When several weeks passed without a forum for stakeholder input, advocacy groups like 1199SEIU United Healthcare Workers East, Public Justice Center, and Maryland-National Capital Homecare Association banded together to bring attention to its non-existence.

On Sept. 15, 2021, the network of organizations and advocacy groups wrote a letter to Maryland Department of Health Secretary Dennis R. Schrader to express their concerns over the lack of stakeholder engagement for funding that didn’t happen prior to the release of the plan nor after.
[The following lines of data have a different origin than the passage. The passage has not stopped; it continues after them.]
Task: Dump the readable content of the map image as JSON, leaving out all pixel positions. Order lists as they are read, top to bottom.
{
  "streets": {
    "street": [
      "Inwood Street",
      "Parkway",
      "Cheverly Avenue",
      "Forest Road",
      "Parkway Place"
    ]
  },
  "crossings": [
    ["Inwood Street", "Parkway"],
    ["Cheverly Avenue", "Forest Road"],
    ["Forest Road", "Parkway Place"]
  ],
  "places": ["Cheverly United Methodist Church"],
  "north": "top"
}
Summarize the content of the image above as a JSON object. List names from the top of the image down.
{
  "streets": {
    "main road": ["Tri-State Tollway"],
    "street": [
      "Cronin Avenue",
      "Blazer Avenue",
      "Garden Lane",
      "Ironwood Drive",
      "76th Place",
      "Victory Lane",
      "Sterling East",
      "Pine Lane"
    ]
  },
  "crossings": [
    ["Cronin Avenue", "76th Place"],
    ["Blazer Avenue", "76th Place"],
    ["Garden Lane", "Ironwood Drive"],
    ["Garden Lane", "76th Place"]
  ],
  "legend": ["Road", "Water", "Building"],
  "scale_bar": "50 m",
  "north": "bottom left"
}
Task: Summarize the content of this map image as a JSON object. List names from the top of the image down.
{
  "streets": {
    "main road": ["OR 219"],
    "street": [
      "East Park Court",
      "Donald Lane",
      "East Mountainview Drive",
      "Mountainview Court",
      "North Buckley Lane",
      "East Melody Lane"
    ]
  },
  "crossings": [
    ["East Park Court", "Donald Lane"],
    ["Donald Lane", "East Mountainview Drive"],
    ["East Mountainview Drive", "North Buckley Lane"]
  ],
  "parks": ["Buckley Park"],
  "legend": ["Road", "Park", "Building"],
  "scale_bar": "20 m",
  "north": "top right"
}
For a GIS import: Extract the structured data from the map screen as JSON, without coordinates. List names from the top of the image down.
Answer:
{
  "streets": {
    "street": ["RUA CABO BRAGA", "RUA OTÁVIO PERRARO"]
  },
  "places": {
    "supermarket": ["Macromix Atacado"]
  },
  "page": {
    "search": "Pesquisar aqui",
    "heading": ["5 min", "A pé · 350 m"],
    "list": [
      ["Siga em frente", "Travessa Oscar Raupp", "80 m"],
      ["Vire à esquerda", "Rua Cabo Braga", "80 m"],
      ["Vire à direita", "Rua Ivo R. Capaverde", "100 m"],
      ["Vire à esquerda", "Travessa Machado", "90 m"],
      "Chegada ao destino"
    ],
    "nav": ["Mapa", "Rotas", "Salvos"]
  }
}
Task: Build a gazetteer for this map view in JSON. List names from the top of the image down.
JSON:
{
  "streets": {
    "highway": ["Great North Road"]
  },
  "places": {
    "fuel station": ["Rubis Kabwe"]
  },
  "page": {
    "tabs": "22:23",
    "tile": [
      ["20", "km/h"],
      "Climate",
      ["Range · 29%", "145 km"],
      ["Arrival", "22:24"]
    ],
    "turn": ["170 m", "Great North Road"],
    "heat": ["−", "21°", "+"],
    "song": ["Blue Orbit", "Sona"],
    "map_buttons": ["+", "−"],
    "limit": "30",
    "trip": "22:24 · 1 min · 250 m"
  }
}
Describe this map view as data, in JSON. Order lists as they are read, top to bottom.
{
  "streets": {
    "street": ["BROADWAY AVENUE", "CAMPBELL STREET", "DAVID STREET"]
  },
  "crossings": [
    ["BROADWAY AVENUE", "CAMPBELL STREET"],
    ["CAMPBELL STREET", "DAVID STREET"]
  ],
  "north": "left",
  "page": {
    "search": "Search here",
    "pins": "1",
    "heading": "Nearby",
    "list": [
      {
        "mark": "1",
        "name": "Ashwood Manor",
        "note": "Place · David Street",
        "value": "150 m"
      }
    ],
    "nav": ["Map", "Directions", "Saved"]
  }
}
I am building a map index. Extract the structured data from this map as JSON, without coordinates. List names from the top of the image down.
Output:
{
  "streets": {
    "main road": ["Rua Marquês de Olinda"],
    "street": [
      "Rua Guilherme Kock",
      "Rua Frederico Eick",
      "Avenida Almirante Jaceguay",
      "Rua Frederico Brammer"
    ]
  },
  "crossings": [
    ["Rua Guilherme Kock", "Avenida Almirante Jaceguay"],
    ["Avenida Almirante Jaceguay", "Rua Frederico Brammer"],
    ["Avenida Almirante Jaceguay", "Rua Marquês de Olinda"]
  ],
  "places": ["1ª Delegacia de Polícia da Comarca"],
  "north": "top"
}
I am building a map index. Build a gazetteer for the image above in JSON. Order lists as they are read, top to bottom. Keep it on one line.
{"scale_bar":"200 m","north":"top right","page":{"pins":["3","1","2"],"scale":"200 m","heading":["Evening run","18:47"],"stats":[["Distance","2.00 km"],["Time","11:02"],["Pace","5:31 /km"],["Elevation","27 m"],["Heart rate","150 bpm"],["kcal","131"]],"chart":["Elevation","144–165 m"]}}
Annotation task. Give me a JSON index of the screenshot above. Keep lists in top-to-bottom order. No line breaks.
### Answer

“MDH [Maryland Department of Health] did not establish a process by which stakeholders could submit written comments on how the money should be spent. Nor has MDH published the letters that some stakeholders nevertheless sent to MDH outside the formal process. In short, MDH did not establish any process for stakeholder input whatsoever,” the letter said.

It was only after the letter was received that the Maryland Department of Health followed up with the network’s request that they “establish an organized, public process to engage, seek input from, and update stakeholders concerning these critically important federal funds.”

The Southern Maryland Chronicle reached out to the Maryland Department of Health for comment regarding the decision to not include a wage pass-through in its plan, intended uses for the remaining 25%, and the lapse in time between the plan and executing a platform for stakeholder engagement. A media representative for the Maryland Department of Health directed The Southern Maryland Chronicle to refer any inquiries to the Maryland Medicaid Public Notices page.

Public comment forms are due no later than Monday, Nov. 15, 2021. Submissions can be filled out digitally on the Maryland Department of Health’s website.